Wait a minute…what? I’ve been reading report after report about how the feds approved box-office futures last Monday and it was all good to go, and then wham — it was revealed this morning that Cantor Fitzgerald, the chief proponent of box-office futures along with Media Derivatives, is folding the futures tent in the face of a “likely government ban on such trading.”

L.A. Times staffer Ben Fritz reports that “with financial reform legislation that would outlaw trading in box-office futures headed toward final passage, the company is giving up on its plans, said Richard Jaycobs, the executive heading the effort for Cantor Fitzgerald. ‘The broader opportunity of motion picture finance is still something we have to evaluate, but we know now we’re not going to do futures contracts,’ he said. ‘The bill is quite clear.'”

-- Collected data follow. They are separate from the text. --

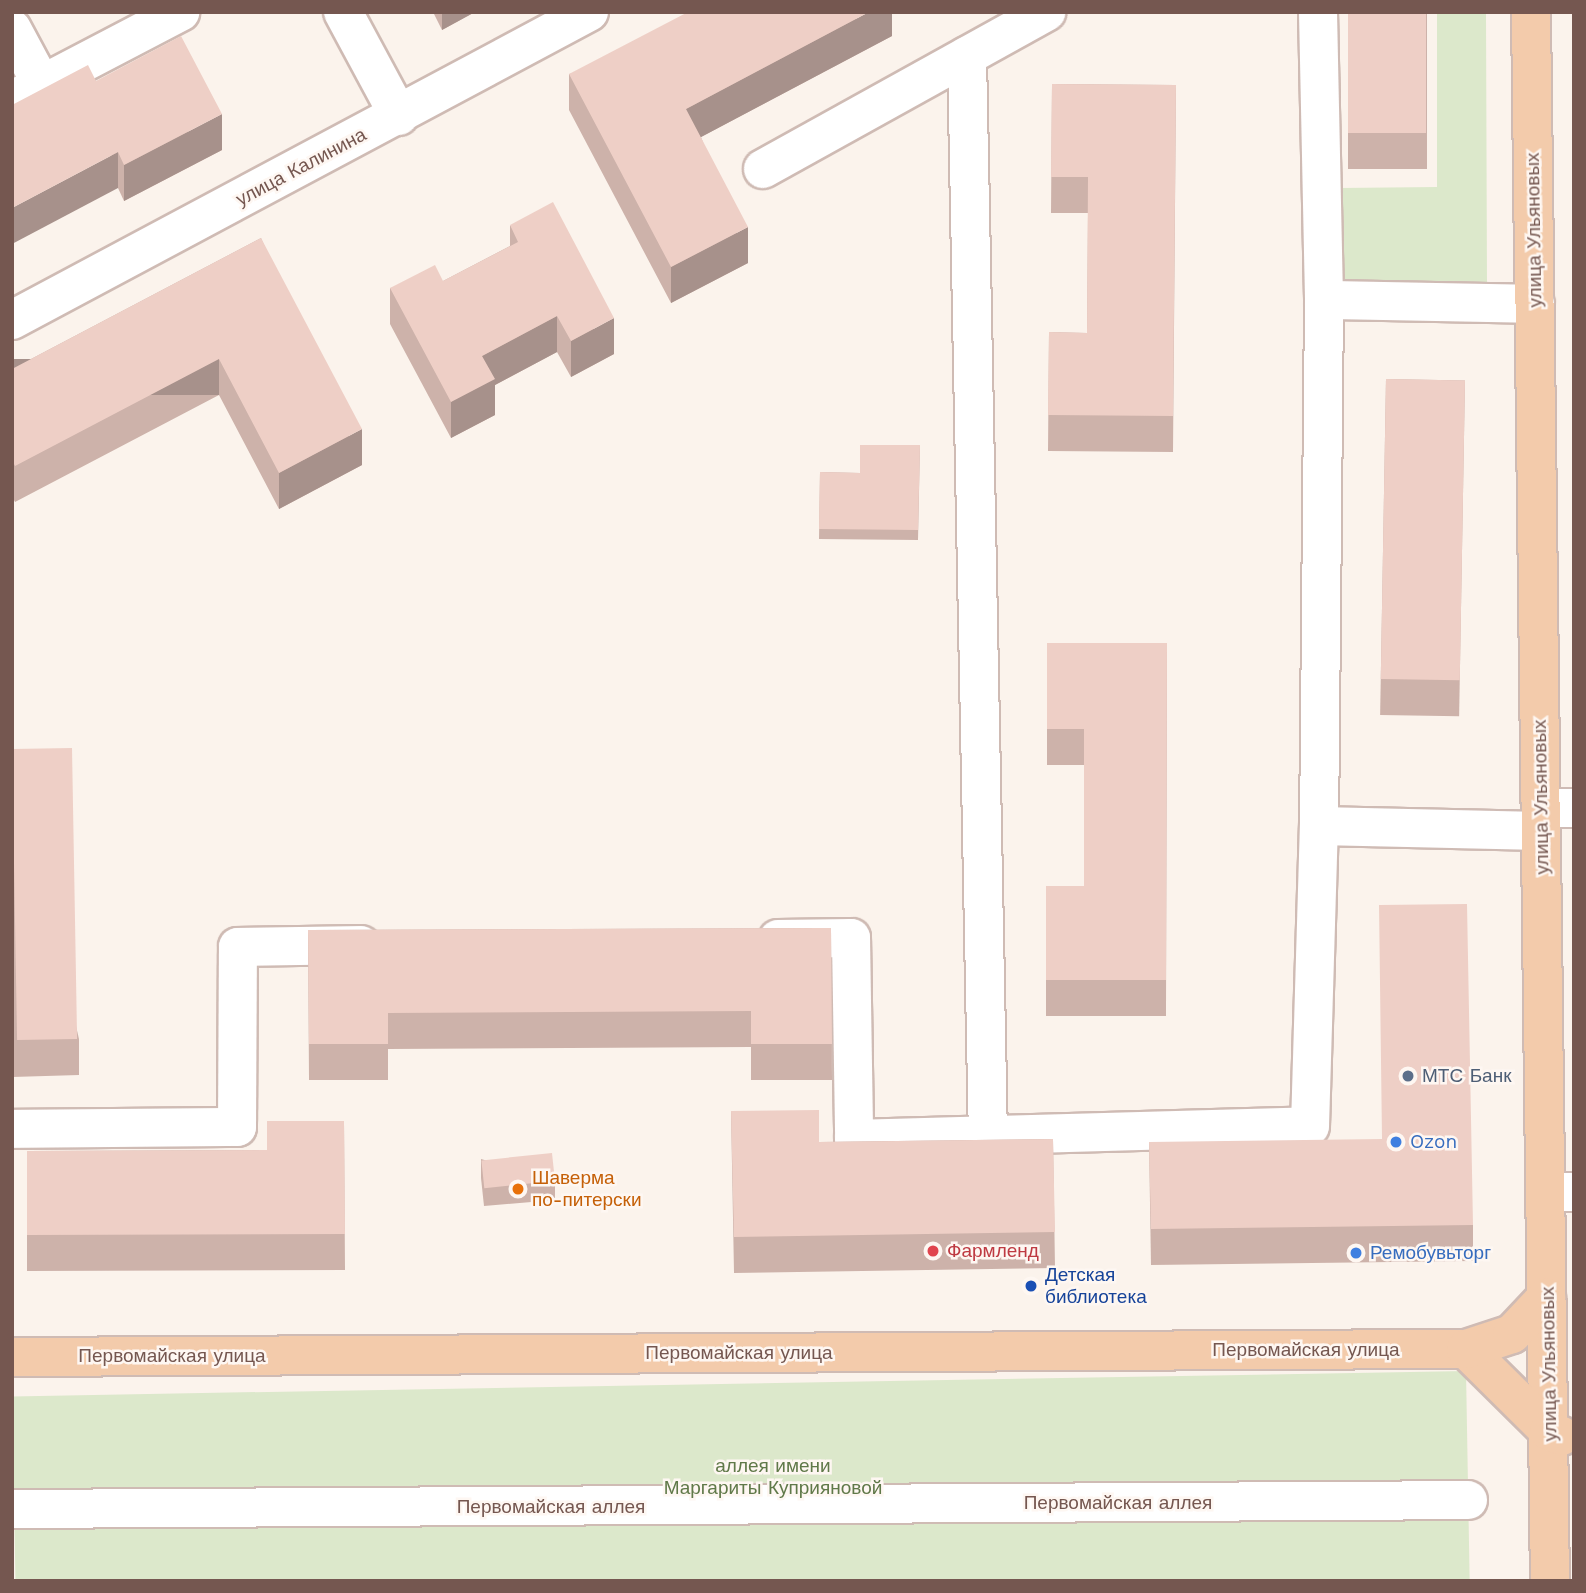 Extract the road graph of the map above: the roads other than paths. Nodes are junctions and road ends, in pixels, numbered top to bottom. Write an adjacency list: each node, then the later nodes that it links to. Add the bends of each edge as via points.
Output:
1 (180, 12): 9 (street)
2 (343, 12): 10 (street)
3 (589, 12): 10 (street, улица Калинина)
4 (1045, 12): 8 (street)
5 (1318, 12): 12 (street)
6 (1531, 12): 13 (main road, улица Ульяновых)
7 (12, 29): 9 (street)
8 (967, 56): 11 (street); 20 (street)
9 (27, 92)
10 (399, 116): 14 (street, улица Калинина)
11 (763, 169)
12 (1324, 300): 13 (street); 16 (street)
13 (1535, 303): 15 (main road, улица Ульяновых)
14 (12, 320)
15 (1552, 816): 16 (street); 21 (main road, улица Ульяновых)
16 (1319, 826): 20 (street, via 1310,1126)
17 (740, 940): 20 (street, via 851,938 854,1139)
18 (392, 945): 19 (street, via 239,947 237,1127)
19 (12, 1129)
20 (988, 1138)
21 (1560, 1192): 22 (main road, улица Ульяновых)
22 (1546, 1298): 23 (main road, Первомайская улица, via 1512,1334); 25 (main road, улица Ульяновых)
23 (1466, 1349): 24 (main road, Первомайская улица); 25 (main road)
24 (12, 1357)
25 (1562, 1436): 28 (main road, улица Ульяновых)
26 (1468, 1500): 27 (street, Первомайская аллея)
27 (12, 1509)
28 (1563, 1514): 29 (main road); 30 (main road, улица Ульяновых)
29 (1520, 1581)
30 (1550, 1581)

Big-time Hollywood corporates have argued all along that a potential box-office futures markets could generate bad buzz for movies before they’re released, plus they “would be too easy to manipulate,” Fitz reports. “Backers have said they would be a useful financial tool for film investors.

“Jaycobs’ decision is a major defeat for Cantor, which in 2001 acquired the Hollywood Stock Exchange — an online game that lets players bet play money on box-office predictions — to help prepare for its move into real box-office futures.”

Maybe the studios will ease up now about circulating box-office tracking reports online and we can all go back to where things were before.